I don’t just taste colors, but I rather feel them from within me, too.
Red is hiding weapons under the lace scorching red dress and swinging to the beats hotly in a high floor ceiling under the lingering stares of my lover.
Blue stings. Blue is my toes pruning from the time my body was killed under the waves, while herds of non-toxic jellyfish wash ashore as the glacial cold Piña colada surge down my esophagus, raising the contrast between my insides and the sultry waves that embosom all around me.
Green is aimless strolls through a heavily branched forest, stumbling over random twigs as glistens of sweat trail down my tanned forehead. Green is closure filling hopeless lungs.

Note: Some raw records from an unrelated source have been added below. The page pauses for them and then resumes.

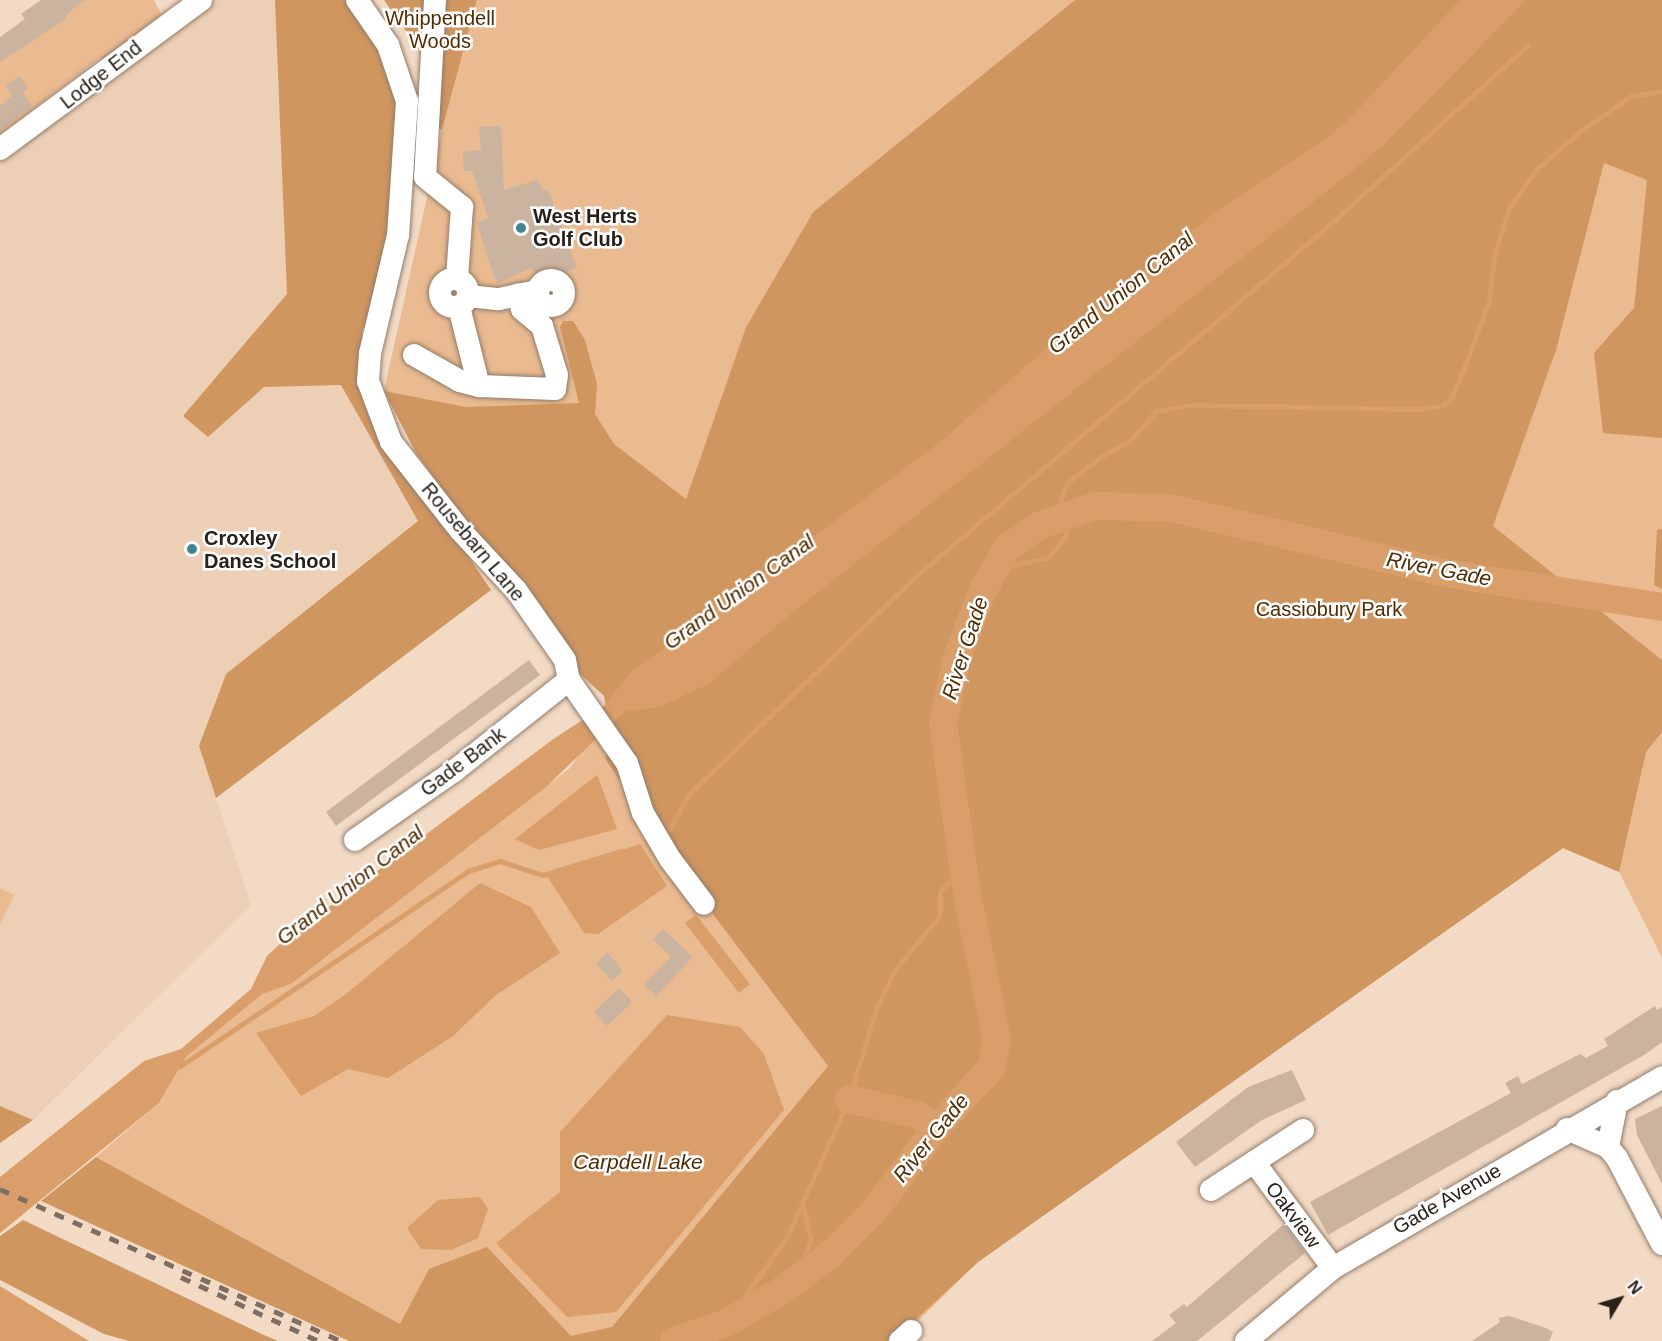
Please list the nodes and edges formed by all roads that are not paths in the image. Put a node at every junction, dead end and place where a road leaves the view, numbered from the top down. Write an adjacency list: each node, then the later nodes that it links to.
1 (201, 0): 4 (street, Lodge End)
2 (357, 0): 8 (street, Rousebarn Lane)
3 (435, 0): 5 (street)
4 (0, 149)
5 (461, 294): 7 (street); 7 (street)
6 (414, 355): 7 (street)
7 (479, 386)
8 (569, 680): 9 (street, Gade Bank); 10 (street, Rousebarn Lane)
9 (355, 840)
10 (704, 904)
11 (1662, 1077): 12 (street, Gade Avenue)
12 (1617, 1101): 13 (street, Gade Avenue); 15 (street)
13 (1567, 1129): 15 (street); 19 (street, Gade Avenue)
14 (1303, 1130): 16 (street, Oakview)
15 (1608, 1147): 18 (street)
16 (1254, 1162): 17 (street, Oakview); 19 (street, Oakview)
17 (1211, 1190)
18 (1662, 1244)
19 (1333, 1268): 20 (street, Gade Avenue)
20 (1246, 1341)

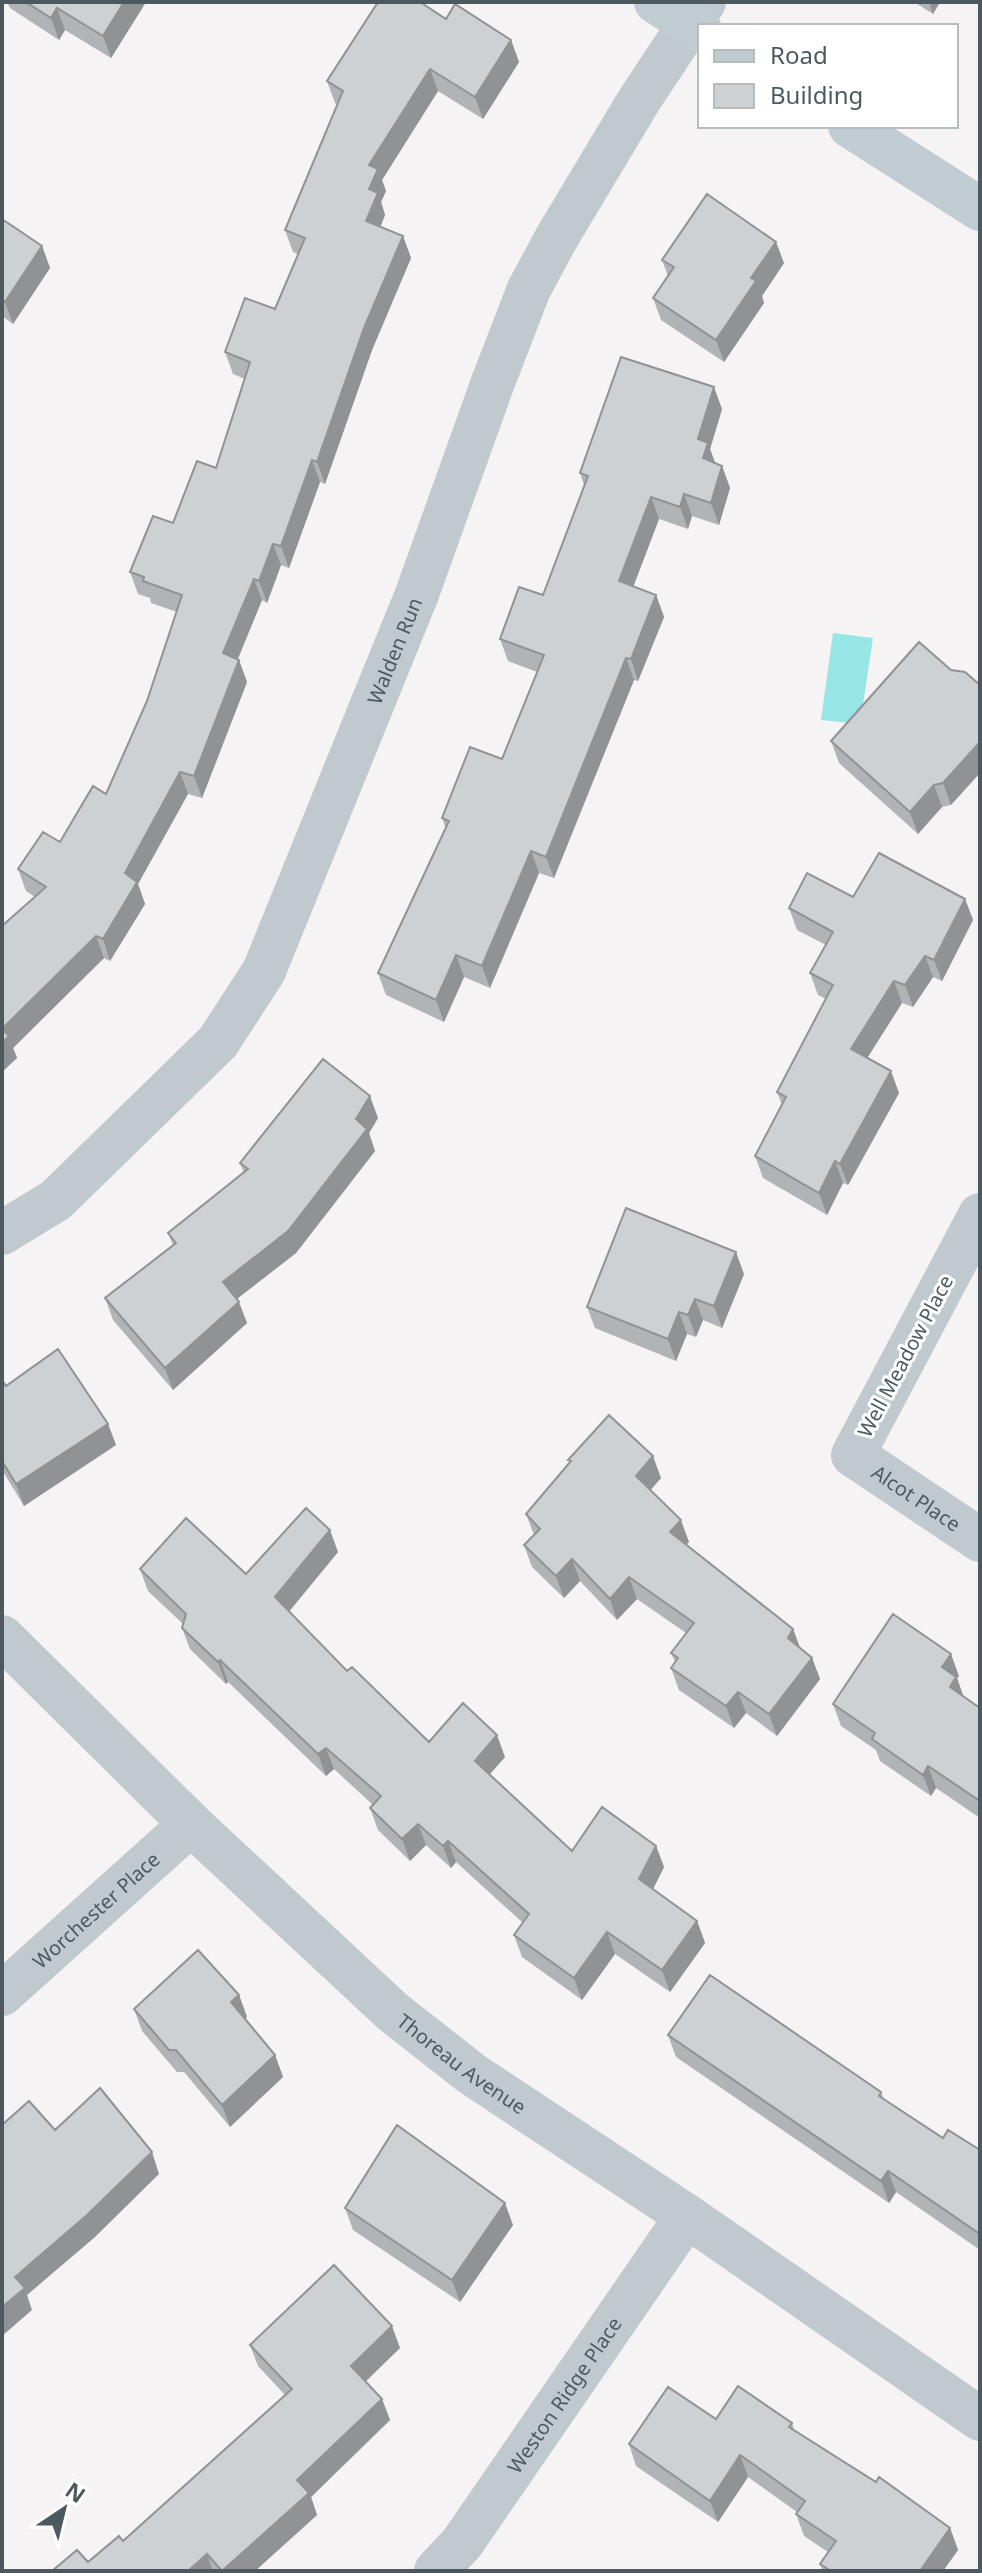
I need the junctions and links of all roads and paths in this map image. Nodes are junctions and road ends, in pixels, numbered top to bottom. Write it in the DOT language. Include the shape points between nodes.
graph roads {
  1 [pos="688,15"];
  2 [pos="853,128"];
  3 [pos="980,209"];
  4 [pos="980,1215"];
  5 [pos="2,1233"];
  6 [pos="853,1455"];
  7 [pos="980,1540"];
  8 [pos="2,1637"];
  9 [pos="191,1824"];
  10 [pos="2,1994"];
  11 [pos="687,2216"];
  12 [pos="980,2419"];
  13 [pos="436,2571"];
  1 -- 5 [label="street, Walden Run" via="529,289 417,594 264,971 218,1042 56,1200"];
  2 -- 3 [label="street"];
  4 -- 6 [label="street, Well Meadow Place"];
  6 -- 7 [label="street, Alcot Place"];
  8 -- 9 [label="street, Thoreau Avenue"];
  9 -- 10 [label="street, Worchester Place"];
  9 -- 11 [label="street, Thoreau Avenue" via="393,2012 472,2074"];
  11 -- 12 [label="street, Thoreau Avenue"];
  11 -- 13 [label="street, Weston Ridge Place" via="471,2530"];
}
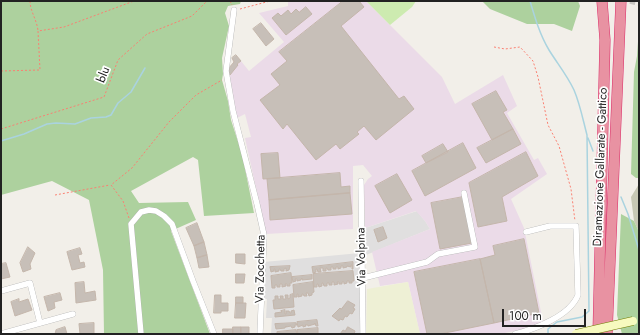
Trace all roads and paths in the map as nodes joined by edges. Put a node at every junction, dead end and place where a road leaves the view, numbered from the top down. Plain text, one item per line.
1 (30, 1) edge
2 (134, 1) edge
3 (207, 1) edge
4 (270, 1) edge
5 (602, 1) edge
6 (621, 1) edge
7 (234, 10) joint
8 (38, 31) junction
9 (494, 47) dead end
10 (1, 71) edge
11 (226, 78) junction
12 (1, 129) edge
13 (361, 181) dead end
14 (111, 185) junction
15 (464, 193) dead end
16 (55, 195) dead end
17 (131, 224) junction
18 (576, 226) junction
19 (526, 232) dead end
20 (363, 278) junction
21 (1, 291) edge
22 (73, 314) dead end
23 (634, 321) dead end
24 (40, 323) junction
25 (1, 334) edge
26 (141, 334) edge
27 (214, 334) edge
28 (260, 334) edge
29 (363, 334) edge
30 (515, 334) edge
31 (576, 334) edge
32 (598, 334) edge
33 (607, 334) edge

1 - 8 path
2 - 8 path
3 - 12 path, blu
4 - 7 path
5 - 32 highway, Diramazione Gallarate - Gattico
6 - 33 highway, Diramazione Gallarate - Gattico
7 - 11 street, Via Zocchetta
8 - 10 path
9 - 18 path
11 - 14 path
11 - 28 street, Via Zocchetta
13 - 20 street, Via Volpina
14 - 16 path
14 - 17 path
15 - 20 street
17 - 26 street
17 - 27 street
18 - 19 street
18 - 30 street
20 - 29 street, Via Volpina
21 - 24 street
22 - 24 street
23 - 31 main road, bridge
24 - 25 street

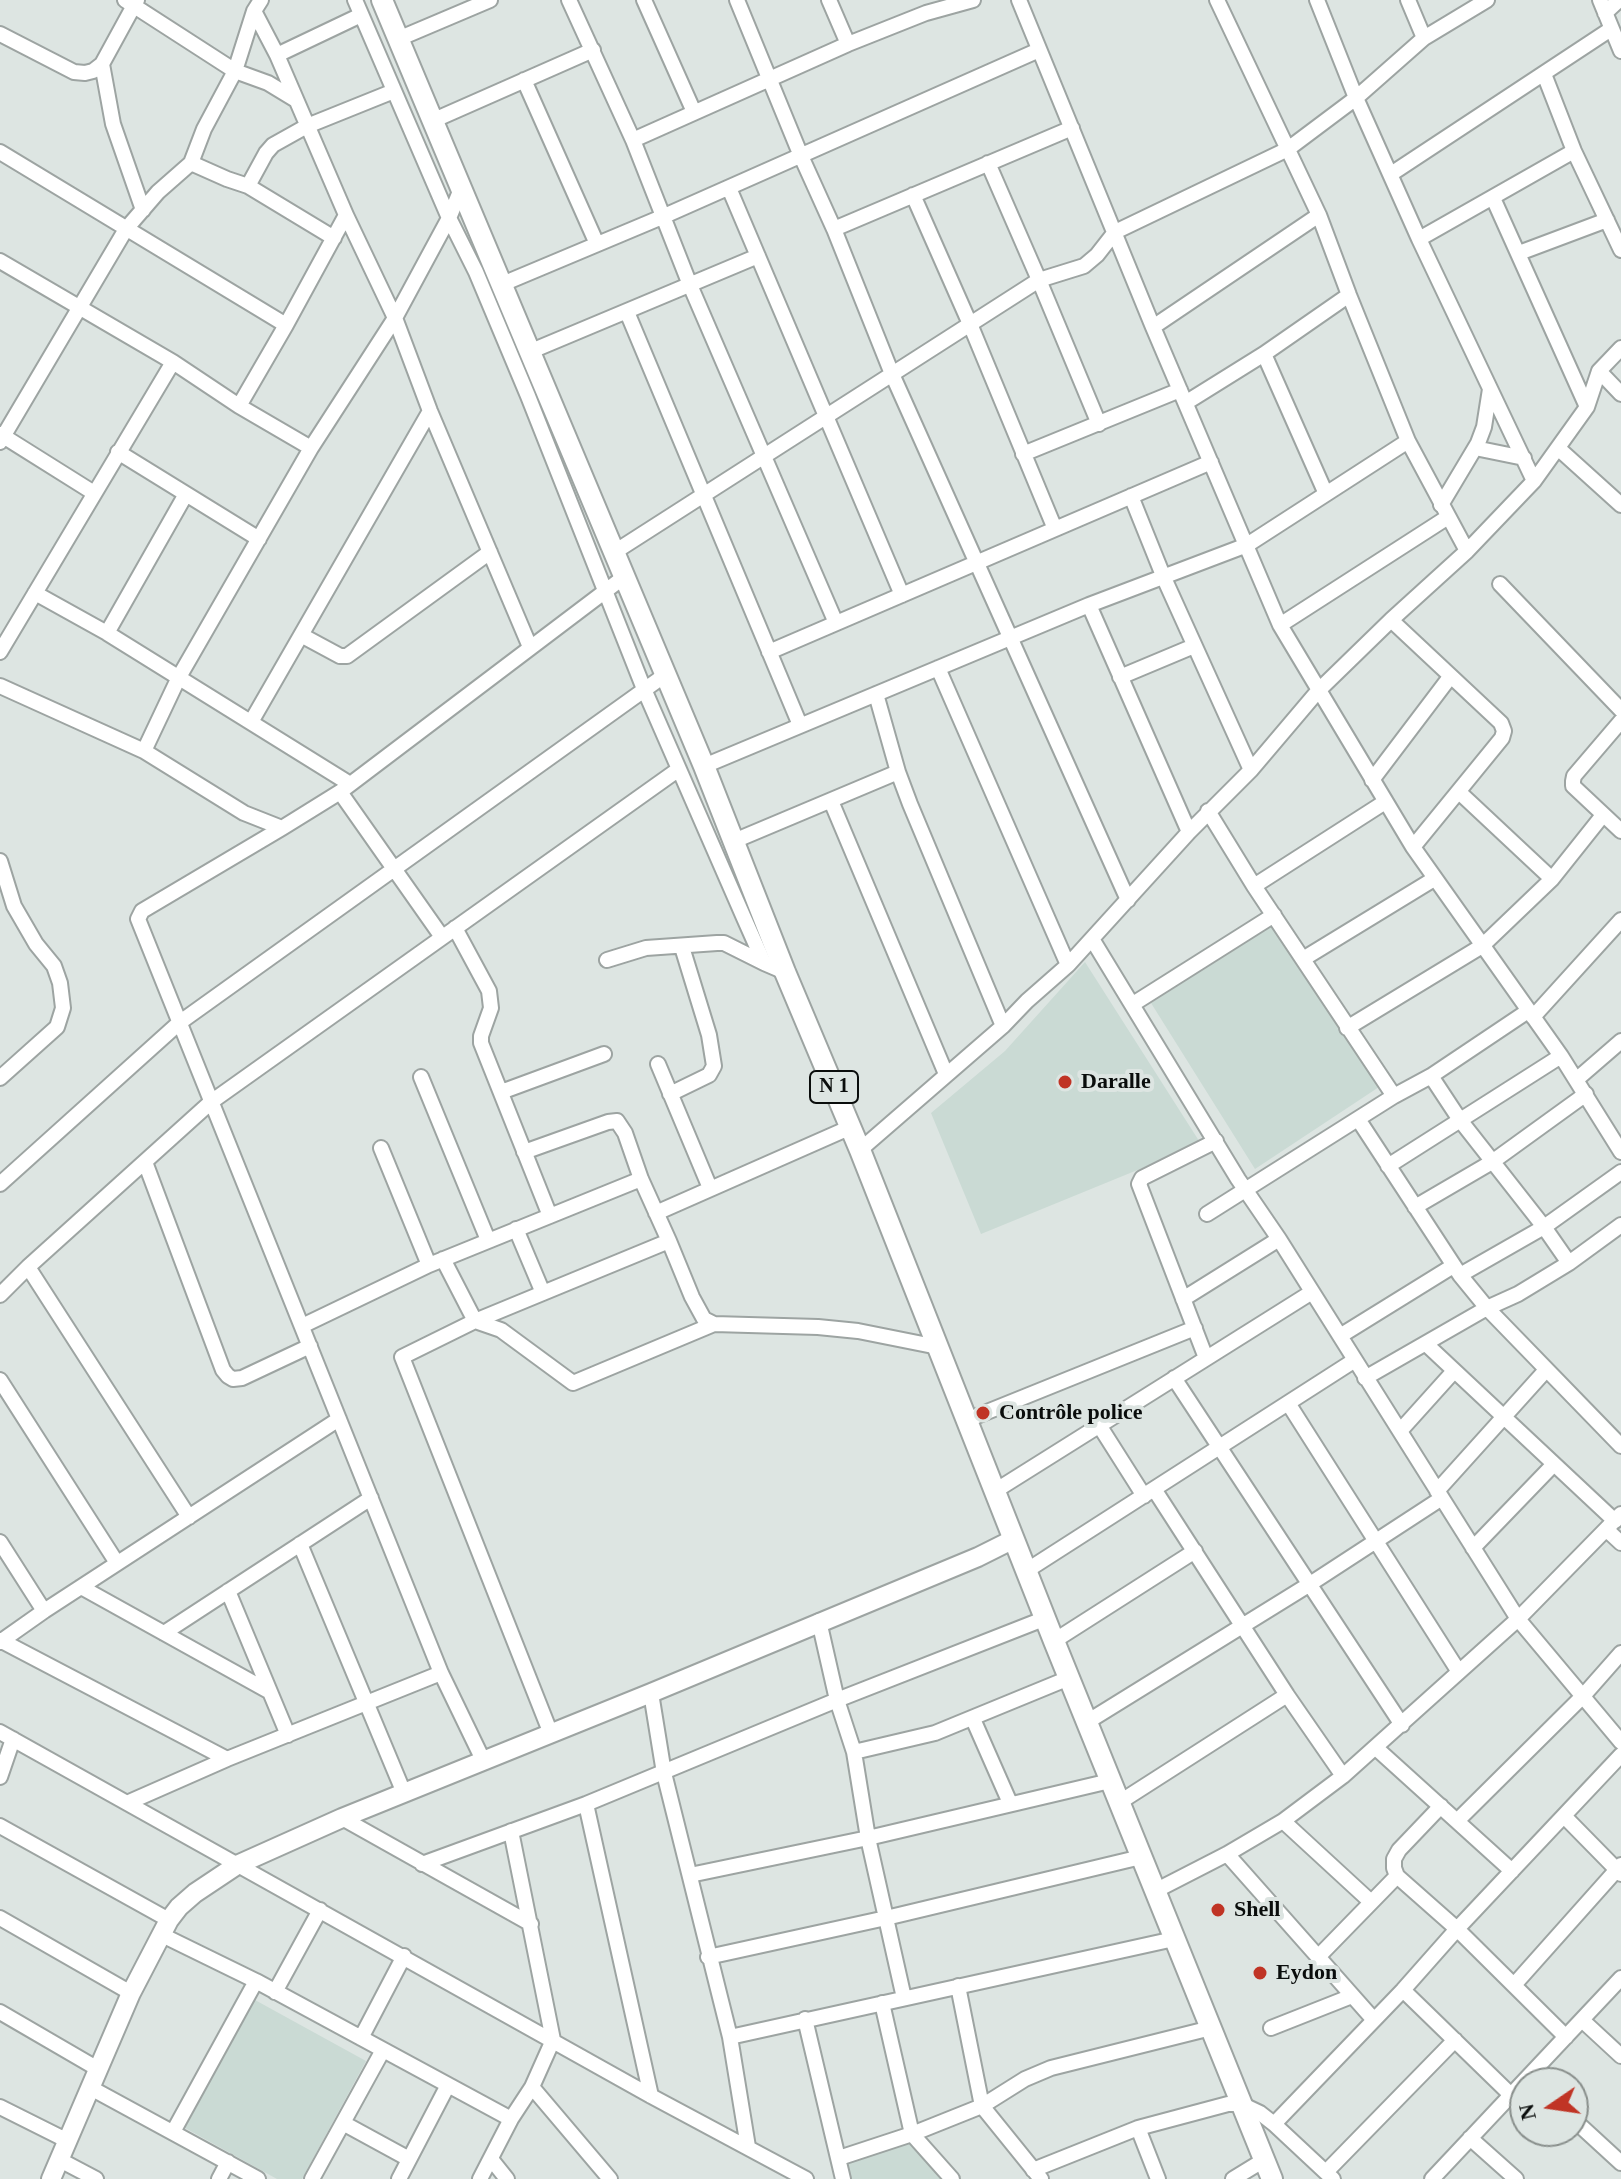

Brown is the sun hastily stealing glimpses at my resting frame, and I lose myself within a labyrinthine of words that sail out of the seas that spiral in my veins.
Unlike many, black was never my sad color. Black is the universe and the skies and the whole damn Milkyway. Black is the perfect notion to make your contrast prominent. Black encompasses the chaos that’s incorporated inside me.
Pink is dangling legs out of Ferris Wheels’ seats and saccharine hot pink cotton candy dripping on the side of my mouth.
Purple is the color of extravagant royalty dream. Purple is the color of my fire.
Yellow. Yellow. Yellow. Yellow tastes so foreign yet so comfortable on my tongue. Yellow is the color I see my dreams in.
Fun fact: Yellow was never my favorite, but when he said his favorite color is a shade of yellow, I swear the whole world just reflected a million beams of yellow from every aspect.